Assignment:
When a line in the data below includes "roads", pick it out and copy it.

*** Opening of Stored data ***

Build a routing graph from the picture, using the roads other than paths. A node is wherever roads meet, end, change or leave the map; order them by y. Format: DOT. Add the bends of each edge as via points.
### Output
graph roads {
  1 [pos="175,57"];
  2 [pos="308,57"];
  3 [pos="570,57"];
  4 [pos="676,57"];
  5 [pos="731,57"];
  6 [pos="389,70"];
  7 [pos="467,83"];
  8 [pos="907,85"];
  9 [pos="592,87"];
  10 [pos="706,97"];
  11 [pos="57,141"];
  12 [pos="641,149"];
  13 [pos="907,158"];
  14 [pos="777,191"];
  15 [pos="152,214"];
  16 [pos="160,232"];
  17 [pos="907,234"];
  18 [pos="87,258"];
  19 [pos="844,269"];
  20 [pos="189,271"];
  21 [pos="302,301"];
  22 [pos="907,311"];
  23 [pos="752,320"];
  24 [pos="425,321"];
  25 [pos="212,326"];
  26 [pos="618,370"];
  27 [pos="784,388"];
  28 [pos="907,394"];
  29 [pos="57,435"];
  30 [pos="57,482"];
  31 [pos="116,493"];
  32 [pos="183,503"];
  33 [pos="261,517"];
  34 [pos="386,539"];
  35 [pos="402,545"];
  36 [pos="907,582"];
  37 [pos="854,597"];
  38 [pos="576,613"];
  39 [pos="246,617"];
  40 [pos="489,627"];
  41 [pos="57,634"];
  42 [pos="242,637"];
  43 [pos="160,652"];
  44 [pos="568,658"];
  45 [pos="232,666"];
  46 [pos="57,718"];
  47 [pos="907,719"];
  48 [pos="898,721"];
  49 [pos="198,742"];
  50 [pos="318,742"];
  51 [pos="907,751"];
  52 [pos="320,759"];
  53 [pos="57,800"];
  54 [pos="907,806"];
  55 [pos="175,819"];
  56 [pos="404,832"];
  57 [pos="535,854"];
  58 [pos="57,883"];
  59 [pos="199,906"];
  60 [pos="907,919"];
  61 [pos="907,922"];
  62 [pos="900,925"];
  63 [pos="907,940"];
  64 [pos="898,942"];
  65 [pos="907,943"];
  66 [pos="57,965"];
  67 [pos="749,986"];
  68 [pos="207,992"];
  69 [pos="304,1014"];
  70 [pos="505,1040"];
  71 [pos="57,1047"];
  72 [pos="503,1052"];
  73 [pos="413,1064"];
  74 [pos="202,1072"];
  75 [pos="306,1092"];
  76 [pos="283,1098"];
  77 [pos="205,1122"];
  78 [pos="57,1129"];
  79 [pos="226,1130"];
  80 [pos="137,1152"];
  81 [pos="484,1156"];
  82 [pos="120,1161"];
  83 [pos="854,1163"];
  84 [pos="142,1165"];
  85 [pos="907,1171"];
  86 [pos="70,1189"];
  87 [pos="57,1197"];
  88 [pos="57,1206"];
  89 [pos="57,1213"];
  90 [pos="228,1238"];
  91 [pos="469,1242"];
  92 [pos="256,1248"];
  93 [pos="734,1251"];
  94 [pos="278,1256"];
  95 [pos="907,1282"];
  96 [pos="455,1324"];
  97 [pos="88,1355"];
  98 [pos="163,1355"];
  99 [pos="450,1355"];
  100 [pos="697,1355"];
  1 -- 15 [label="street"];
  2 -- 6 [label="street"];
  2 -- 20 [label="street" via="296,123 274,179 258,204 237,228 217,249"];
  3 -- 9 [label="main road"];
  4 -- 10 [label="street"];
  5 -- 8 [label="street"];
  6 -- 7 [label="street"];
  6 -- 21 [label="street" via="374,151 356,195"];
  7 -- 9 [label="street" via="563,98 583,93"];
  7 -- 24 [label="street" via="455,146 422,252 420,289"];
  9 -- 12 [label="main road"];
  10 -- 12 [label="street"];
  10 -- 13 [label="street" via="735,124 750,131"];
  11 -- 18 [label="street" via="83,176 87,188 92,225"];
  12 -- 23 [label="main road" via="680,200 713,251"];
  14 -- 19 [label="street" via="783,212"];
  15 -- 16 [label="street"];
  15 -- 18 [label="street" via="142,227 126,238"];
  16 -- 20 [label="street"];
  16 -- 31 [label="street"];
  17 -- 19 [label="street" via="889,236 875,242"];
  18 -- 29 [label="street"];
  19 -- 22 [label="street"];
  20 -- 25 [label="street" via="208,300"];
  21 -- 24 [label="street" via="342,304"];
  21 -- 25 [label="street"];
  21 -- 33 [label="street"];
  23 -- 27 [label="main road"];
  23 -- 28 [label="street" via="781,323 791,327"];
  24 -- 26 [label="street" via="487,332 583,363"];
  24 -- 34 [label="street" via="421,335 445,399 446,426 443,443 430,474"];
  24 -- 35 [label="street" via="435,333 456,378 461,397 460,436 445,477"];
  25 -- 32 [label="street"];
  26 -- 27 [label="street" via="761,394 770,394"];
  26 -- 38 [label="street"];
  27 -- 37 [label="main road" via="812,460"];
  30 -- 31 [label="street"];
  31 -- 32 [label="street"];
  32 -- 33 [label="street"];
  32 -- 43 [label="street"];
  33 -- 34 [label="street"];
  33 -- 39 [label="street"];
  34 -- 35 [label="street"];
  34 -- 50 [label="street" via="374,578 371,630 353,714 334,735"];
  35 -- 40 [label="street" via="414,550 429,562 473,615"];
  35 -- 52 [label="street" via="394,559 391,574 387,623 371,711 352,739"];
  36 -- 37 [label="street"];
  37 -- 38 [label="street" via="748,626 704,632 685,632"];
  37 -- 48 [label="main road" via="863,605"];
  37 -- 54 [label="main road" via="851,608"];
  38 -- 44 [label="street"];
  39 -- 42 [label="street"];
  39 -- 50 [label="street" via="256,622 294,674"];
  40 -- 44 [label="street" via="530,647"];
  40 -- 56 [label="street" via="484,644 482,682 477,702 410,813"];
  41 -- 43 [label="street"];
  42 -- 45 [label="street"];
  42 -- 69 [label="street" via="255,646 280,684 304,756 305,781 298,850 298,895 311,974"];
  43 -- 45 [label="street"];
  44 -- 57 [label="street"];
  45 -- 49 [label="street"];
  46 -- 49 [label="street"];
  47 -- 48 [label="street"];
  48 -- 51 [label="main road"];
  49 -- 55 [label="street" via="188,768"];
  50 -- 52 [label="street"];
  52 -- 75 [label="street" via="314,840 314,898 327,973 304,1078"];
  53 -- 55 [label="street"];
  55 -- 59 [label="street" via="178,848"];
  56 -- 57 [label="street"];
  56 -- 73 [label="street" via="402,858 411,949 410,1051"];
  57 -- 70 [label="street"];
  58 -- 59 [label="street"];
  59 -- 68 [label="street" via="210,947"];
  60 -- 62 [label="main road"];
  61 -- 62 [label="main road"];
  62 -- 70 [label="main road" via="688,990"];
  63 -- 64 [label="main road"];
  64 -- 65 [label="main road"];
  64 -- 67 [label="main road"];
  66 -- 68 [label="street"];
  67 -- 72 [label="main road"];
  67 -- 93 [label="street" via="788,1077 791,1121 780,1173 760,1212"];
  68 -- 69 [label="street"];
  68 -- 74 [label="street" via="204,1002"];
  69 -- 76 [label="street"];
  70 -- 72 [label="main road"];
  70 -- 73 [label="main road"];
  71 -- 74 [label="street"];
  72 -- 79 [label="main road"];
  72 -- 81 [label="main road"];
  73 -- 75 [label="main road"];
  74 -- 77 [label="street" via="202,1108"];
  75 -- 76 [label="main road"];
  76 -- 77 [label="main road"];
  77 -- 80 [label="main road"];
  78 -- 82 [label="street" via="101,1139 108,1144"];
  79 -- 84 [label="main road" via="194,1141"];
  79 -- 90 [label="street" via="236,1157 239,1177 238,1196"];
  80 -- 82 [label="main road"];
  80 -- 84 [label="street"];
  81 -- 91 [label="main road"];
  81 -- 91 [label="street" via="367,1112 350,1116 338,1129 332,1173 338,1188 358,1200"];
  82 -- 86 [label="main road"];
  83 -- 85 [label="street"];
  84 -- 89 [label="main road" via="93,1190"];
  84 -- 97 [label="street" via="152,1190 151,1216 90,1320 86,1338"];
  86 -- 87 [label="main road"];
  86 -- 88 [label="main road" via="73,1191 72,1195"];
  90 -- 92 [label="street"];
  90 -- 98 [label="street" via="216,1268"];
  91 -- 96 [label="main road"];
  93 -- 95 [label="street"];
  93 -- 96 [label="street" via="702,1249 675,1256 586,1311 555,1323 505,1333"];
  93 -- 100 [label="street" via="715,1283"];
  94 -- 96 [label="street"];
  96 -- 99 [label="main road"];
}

*** Close of Stored data ***

Your response:
Build a routing graph from the picture, using the roads other than paths. A node is wherever roads meet, end, change or leave the map; order them by y. Format: DOT. Add the bends of each edge as via points.
graph roads {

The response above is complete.